Religion in Ancient Iraq: Ritual and Divinity in Early Mesopotamia
This project will analyze the worship of divine statues in ancient Iraq from an indigenous Mesopotamian perspective. At the center of this study is the daily ritual of feeding the gods, which will offer an entry into discussing central aspects related to religious worship, beliefs, gender, and socio-economic contexts of religious systems. A detailed study of this ritual will allow a new understanding of the Mesopotamian notions of divinity, society, gender, and economics.

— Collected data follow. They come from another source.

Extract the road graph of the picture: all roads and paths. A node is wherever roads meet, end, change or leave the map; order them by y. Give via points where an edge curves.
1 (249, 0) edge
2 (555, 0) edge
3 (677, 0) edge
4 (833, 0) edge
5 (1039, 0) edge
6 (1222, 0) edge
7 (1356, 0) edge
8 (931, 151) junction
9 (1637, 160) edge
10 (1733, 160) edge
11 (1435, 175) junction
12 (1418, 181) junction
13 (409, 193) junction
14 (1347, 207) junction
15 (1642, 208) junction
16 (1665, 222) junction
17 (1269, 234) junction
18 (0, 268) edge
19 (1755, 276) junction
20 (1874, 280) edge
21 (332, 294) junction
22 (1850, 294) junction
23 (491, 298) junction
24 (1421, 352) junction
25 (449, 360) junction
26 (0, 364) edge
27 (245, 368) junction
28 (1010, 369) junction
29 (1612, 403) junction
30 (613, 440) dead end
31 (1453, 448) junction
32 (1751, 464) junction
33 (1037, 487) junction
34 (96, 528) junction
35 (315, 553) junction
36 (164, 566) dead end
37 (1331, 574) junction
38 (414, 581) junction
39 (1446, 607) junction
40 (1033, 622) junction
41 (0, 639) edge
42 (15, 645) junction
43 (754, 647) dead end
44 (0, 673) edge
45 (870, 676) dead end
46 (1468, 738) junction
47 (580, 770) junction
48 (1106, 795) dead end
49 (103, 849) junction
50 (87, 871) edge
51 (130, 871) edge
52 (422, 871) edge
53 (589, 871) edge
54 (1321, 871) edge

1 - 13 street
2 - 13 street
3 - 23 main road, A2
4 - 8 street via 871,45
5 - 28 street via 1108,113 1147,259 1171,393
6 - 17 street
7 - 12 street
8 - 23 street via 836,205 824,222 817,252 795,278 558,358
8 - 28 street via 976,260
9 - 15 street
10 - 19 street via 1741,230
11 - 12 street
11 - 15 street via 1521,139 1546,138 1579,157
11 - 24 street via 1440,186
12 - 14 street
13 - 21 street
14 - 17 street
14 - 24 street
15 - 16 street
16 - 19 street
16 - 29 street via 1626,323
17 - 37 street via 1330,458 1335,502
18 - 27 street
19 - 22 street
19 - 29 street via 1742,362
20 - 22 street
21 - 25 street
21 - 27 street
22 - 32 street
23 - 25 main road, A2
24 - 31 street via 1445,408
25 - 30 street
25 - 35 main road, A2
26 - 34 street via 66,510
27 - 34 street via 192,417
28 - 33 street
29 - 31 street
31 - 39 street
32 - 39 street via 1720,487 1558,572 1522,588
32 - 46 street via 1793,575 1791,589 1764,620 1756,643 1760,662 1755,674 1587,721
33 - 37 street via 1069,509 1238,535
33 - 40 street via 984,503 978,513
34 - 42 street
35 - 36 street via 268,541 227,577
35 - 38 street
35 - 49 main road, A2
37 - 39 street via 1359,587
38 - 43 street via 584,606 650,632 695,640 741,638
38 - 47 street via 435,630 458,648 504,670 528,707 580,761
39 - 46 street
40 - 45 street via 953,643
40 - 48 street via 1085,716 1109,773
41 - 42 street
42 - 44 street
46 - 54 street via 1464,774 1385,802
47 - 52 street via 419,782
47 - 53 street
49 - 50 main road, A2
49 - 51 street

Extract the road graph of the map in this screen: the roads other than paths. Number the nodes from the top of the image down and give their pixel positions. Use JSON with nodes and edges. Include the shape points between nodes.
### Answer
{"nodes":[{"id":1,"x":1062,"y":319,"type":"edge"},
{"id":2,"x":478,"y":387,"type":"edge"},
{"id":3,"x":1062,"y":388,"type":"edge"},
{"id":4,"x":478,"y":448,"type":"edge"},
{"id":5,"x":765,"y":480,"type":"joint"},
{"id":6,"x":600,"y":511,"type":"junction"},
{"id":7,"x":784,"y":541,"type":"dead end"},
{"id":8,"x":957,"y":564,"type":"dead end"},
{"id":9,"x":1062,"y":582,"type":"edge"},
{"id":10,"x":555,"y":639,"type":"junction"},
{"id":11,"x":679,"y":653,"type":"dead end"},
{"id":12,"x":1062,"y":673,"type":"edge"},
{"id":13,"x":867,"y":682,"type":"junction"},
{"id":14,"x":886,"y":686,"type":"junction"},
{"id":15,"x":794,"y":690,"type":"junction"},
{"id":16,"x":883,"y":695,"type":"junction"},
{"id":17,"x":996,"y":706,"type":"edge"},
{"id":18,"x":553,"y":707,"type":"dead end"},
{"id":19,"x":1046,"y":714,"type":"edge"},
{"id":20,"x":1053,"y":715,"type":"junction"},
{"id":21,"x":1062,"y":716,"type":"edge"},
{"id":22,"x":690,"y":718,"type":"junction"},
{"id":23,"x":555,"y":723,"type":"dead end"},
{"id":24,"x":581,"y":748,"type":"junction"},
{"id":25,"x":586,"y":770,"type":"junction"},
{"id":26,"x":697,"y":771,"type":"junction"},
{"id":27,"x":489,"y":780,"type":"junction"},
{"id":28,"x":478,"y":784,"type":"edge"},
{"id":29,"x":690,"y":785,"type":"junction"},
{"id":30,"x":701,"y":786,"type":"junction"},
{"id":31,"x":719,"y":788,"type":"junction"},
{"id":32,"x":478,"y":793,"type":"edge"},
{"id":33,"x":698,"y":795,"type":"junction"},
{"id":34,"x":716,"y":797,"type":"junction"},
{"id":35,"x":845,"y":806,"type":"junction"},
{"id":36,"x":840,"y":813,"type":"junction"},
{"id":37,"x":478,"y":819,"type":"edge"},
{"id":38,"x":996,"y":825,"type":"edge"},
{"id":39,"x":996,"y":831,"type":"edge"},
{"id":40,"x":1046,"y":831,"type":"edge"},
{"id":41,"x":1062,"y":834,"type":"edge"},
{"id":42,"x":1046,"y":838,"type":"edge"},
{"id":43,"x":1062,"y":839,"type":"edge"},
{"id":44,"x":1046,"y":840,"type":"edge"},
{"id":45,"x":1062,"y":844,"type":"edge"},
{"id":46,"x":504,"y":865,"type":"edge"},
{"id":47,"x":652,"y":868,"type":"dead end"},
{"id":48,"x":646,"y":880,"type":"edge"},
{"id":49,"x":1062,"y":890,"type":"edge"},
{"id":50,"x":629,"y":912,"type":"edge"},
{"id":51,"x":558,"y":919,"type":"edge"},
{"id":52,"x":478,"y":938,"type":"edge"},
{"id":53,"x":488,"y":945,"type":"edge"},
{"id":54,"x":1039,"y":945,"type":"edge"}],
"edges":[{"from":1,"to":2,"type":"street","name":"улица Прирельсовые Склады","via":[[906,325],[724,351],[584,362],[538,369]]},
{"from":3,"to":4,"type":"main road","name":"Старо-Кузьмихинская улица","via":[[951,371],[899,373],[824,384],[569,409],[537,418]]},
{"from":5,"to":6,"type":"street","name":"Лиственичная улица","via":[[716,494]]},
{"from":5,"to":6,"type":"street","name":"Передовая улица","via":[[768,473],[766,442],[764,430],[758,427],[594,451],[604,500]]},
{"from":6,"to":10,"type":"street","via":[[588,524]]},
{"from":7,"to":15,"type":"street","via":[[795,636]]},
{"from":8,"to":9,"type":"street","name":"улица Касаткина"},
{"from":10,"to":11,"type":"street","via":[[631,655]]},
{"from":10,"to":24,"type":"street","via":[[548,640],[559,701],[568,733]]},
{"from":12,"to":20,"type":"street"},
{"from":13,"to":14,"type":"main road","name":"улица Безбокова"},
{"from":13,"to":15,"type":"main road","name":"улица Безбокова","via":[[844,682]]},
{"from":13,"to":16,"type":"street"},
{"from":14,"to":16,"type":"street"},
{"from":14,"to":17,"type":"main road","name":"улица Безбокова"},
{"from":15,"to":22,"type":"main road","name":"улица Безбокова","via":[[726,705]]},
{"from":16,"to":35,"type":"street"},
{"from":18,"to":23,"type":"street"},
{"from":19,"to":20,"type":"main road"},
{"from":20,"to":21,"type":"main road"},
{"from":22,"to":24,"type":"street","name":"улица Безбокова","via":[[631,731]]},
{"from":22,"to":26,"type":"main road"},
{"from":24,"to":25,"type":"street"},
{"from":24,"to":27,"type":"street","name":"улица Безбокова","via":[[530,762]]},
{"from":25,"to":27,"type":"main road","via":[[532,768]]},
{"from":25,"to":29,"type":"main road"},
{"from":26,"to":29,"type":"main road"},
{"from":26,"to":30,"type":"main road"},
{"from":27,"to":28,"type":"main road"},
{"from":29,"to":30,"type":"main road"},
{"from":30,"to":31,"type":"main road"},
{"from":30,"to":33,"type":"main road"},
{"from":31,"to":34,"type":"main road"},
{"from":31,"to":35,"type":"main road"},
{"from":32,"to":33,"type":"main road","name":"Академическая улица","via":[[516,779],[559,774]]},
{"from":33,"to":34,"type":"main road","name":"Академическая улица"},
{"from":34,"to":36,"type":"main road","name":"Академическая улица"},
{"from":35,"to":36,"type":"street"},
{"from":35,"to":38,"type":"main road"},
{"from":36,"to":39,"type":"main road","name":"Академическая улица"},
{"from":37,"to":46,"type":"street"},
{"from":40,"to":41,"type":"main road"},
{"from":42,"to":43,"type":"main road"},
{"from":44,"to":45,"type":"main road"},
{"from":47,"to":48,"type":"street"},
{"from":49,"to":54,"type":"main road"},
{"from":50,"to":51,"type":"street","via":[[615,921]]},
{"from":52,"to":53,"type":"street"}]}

Modern scholarship of ritual food offerings has been heavily influenced by Biblical polemics against idol worship. Therefore, this project has the potential to illuminate and further our understanding of a wide range of information on key aspects of ancient Mesopotamian religion, society, and economy:
1) Divinity: It was not only the numerous gods and goddesses in their various aspects who received foods; sacred objects, too, were presented with foods. This indicates that in ancient Mesopotamia, divinity could not only inhabit (or be embodied in) divine statues, which became the deity, it could also be transferred to other objects that were in proximity to the god. This observation needs to be studied further to fully comprehend its significance.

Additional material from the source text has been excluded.